In [214]: nx, ny = (3, 2)
In [215]: x = np.linspace(0, 1, nx)
In [216]: x
Out[216]: array([ 0. ,  0.5,  1. ])
In [217]: y = np.linspace(0, 1, ny)
In [218]: y
Out[218]: array([ 0.,  1.])

Using unpacking to better see the 2 arrays produced by meshgrid:

In [225]: X,Y = np.meshgrid(x, y)
In [226]: X
Out[226]: 
array([[ 0. ,  0.5,  1. ],
       [ 0. ,  0.5,  1. ]])
In [227]: Y
Out[227]: 
array([[ 0.,  0.,  0.],
       [ 1.,  1.,  1.]])

and for the sparse version. Notice that X1 looks like one row of X (but 2d). and Y1 like one column of Y.

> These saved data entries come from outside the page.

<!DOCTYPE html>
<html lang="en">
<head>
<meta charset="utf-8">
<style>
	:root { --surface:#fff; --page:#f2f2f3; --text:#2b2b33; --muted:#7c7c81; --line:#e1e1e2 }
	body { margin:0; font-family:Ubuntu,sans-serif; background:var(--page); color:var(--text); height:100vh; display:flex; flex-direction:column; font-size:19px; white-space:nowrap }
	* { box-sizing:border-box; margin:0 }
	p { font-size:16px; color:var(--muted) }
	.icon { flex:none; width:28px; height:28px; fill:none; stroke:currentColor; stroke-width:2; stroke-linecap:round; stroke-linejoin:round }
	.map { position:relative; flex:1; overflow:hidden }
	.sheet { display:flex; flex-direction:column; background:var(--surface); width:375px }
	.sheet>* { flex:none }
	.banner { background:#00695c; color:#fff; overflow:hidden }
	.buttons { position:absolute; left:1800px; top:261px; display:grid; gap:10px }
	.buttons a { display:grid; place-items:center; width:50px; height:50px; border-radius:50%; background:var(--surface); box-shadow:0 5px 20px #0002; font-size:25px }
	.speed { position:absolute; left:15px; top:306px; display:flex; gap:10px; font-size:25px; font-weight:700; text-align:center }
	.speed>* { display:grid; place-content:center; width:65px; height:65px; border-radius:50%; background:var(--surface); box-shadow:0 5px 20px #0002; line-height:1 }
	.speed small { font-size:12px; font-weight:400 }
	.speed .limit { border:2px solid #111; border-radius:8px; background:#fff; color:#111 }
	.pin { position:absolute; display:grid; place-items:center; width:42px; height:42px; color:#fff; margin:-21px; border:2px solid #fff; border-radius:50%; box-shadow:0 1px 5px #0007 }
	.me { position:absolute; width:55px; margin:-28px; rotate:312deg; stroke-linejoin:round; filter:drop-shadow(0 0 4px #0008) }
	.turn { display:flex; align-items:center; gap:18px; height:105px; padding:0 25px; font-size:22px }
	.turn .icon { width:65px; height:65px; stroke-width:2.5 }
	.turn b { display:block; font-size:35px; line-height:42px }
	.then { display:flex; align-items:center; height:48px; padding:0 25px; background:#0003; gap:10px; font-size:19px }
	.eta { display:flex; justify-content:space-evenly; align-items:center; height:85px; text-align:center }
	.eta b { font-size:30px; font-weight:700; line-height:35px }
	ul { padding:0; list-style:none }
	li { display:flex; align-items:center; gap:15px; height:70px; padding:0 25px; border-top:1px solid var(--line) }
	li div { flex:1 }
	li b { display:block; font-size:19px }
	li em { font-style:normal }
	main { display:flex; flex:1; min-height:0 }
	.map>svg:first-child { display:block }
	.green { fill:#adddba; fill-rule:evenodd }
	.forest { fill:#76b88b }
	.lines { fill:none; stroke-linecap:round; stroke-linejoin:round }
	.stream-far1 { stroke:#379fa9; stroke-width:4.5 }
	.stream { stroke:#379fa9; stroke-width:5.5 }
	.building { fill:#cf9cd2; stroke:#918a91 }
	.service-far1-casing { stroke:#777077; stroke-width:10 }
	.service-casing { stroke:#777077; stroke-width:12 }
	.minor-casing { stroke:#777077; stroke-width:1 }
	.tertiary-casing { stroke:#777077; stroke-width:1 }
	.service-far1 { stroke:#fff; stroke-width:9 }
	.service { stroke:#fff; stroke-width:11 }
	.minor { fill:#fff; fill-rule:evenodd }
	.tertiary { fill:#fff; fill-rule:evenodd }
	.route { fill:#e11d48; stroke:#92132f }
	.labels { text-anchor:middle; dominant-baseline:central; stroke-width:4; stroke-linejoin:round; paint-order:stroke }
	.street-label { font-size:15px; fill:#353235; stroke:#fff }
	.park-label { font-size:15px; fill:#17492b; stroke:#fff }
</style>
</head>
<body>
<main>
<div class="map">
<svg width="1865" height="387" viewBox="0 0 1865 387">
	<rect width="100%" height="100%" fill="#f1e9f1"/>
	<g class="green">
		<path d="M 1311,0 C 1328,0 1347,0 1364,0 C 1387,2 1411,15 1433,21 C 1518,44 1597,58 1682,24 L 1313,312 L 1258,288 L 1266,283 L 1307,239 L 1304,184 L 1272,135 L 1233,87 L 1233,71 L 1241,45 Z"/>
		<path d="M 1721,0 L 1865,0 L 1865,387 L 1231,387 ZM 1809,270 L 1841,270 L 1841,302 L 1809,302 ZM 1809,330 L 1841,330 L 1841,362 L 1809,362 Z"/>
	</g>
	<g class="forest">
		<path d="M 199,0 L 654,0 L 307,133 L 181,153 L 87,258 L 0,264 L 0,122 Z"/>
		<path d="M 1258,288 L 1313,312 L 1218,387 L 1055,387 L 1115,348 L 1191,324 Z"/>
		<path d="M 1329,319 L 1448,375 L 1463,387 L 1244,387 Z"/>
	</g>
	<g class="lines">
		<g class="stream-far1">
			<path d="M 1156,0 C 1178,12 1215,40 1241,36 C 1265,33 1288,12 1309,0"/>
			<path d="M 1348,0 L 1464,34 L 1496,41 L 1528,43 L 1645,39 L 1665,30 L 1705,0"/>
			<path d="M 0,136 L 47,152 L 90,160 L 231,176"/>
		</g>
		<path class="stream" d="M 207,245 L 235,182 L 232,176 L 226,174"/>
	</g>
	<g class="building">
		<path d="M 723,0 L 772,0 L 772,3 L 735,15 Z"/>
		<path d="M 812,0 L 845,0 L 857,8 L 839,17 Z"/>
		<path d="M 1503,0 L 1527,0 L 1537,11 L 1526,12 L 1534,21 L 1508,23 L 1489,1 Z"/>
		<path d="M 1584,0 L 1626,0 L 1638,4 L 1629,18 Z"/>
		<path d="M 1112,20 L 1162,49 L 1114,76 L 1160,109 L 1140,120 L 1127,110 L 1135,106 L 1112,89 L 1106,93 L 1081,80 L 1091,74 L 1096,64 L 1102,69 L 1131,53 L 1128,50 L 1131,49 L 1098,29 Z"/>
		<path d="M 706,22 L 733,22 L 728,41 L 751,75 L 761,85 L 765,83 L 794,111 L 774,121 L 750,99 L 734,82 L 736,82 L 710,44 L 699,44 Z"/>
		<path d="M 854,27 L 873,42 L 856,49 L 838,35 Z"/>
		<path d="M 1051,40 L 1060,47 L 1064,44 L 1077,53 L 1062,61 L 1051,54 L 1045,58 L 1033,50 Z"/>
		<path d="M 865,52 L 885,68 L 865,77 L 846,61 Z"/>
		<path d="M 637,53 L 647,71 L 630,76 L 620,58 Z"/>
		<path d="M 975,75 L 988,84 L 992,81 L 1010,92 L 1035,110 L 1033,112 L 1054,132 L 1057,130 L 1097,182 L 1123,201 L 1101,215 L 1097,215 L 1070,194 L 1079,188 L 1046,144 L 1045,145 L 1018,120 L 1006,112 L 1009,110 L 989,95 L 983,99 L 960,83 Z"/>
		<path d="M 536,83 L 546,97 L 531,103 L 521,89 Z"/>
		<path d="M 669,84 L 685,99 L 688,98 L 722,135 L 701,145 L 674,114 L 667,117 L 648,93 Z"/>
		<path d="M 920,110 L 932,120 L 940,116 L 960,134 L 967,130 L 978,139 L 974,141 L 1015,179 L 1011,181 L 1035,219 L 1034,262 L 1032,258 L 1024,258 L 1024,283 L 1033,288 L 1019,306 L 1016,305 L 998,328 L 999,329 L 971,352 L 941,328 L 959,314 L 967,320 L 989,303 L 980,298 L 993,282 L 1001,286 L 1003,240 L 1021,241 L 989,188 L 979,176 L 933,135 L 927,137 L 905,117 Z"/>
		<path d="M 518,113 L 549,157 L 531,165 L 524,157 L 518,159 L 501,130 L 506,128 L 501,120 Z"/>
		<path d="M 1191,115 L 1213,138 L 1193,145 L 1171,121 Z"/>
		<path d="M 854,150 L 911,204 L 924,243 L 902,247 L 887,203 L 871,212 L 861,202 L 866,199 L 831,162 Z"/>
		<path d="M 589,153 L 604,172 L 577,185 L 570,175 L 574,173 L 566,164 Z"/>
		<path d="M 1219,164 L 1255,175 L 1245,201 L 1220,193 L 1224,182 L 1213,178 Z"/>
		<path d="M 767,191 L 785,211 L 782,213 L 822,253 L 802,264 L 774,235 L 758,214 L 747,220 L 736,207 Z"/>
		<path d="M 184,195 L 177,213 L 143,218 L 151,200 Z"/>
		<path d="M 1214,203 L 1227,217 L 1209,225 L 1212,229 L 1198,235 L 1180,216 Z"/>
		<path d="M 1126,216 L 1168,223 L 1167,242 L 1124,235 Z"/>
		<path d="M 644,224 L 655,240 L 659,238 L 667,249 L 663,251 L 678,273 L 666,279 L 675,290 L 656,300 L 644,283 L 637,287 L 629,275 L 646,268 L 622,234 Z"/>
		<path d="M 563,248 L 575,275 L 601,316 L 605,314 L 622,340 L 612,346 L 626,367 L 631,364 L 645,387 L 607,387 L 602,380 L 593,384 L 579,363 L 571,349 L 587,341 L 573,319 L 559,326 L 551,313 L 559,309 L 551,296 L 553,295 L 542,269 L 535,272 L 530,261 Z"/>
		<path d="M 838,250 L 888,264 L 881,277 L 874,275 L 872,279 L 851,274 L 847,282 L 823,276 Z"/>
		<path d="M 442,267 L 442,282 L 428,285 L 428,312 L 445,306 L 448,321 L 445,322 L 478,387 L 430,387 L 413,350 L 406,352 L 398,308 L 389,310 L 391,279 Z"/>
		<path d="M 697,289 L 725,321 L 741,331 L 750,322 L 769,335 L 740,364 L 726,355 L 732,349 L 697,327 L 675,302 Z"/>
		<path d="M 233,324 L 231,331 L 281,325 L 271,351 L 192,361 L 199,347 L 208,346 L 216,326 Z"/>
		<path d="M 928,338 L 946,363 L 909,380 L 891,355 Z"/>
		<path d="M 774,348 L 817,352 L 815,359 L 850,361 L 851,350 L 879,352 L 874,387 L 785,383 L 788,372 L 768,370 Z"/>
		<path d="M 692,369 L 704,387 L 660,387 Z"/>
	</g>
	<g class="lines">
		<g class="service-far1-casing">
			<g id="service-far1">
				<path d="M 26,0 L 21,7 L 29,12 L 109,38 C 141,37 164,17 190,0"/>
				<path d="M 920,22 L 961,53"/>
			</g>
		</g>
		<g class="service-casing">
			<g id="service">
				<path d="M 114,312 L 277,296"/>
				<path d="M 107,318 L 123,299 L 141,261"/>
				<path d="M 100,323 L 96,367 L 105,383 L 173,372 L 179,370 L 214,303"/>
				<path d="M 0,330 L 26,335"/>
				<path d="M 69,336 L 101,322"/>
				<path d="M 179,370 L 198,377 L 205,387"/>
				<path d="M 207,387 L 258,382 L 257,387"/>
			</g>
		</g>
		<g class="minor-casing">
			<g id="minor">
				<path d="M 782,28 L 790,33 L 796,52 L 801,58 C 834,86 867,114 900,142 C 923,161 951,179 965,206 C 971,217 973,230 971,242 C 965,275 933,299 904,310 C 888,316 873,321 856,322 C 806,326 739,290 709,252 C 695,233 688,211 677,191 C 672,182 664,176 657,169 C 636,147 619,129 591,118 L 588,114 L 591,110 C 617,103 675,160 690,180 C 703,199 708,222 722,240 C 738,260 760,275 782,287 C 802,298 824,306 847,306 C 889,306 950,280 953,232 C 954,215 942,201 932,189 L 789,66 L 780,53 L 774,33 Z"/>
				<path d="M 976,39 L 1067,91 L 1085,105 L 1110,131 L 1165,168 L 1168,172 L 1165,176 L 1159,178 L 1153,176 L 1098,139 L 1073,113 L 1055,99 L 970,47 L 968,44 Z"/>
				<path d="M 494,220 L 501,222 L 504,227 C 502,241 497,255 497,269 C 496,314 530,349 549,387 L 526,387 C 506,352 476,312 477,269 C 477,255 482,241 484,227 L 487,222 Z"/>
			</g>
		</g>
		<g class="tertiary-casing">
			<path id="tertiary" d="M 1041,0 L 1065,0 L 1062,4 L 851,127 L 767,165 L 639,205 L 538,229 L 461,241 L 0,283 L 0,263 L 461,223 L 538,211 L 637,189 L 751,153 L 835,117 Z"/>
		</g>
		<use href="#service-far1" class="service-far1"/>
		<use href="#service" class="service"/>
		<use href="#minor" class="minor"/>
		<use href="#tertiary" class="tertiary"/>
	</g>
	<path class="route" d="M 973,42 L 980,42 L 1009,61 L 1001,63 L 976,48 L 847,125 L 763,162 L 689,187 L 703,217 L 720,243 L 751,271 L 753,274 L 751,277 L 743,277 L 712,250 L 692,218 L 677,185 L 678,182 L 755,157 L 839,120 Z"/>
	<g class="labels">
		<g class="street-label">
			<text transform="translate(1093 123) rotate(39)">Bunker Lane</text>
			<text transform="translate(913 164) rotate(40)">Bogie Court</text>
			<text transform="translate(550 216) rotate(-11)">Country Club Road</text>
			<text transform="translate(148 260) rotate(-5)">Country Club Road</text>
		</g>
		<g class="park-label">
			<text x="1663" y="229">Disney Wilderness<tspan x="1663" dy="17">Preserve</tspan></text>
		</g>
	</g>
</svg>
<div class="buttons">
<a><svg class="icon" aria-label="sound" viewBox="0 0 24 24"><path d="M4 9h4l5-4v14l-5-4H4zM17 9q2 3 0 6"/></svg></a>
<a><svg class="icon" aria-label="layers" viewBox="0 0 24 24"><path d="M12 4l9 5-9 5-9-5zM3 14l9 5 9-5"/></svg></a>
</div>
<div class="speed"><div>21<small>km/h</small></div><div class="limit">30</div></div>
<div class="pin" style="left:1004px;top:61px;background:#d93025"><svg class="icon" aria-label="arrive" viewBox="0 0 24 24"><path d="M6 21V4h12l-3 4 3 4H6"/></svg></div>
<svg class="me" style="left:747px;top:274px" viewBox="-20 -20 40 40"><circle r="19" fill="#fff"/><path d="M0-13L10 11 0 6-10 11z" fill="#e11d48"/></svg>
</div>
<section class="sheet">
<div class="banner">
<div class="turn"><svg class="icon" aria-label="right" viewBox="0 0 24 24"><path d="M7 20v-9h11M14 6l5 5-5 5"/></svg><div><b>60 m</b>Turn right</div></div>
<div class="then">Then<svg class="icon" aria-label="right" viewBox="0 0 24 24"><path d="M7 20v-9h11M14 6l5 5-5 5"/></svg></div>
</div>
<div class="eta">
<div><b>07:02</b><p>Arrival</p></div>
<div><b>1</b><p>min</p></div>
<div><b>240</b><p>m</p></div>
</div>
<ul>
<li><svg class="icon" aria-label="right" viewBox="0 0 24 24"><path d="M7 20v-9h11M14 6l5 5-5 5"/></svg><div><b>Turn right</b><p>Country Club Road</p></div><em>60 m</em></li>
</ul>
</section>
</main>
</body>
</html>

In [228]: X1,Y1 = np.meshgrid(x, y, sparse=True)
In [229]: X1
Out[229]: array([[ 0. ,  0.5,  1. ]])
In [230]: Y1
Out[230]: 
array([[ 0.],
       [ 1.]])

When used in calculations like plus and times, both forms behave the same. That's because of numpy's broadcasting.

In [231]: X+Y
Out[231]: 
array([[ 0. ,  0.5,  1. ],
       [ 1. ,  1.5,  2. ]])
In [232]: X1+Y1
Out[232]: 
array([[ 0. ,  0.5,  1. ],
       [ 1. ,  1.5,  2. ]])

The shapes might also help:

In [235]: X.shape, Y.shape
Out[235]: ((2, 3), (2, 3))
In [236]: X1.shape, Y1.shape
Out[236]: ((1, 3), (2, 1))

The X and Y have more values than are actually needed for most uses. But usually there isn't much of penalty for using them instead the sparse versions.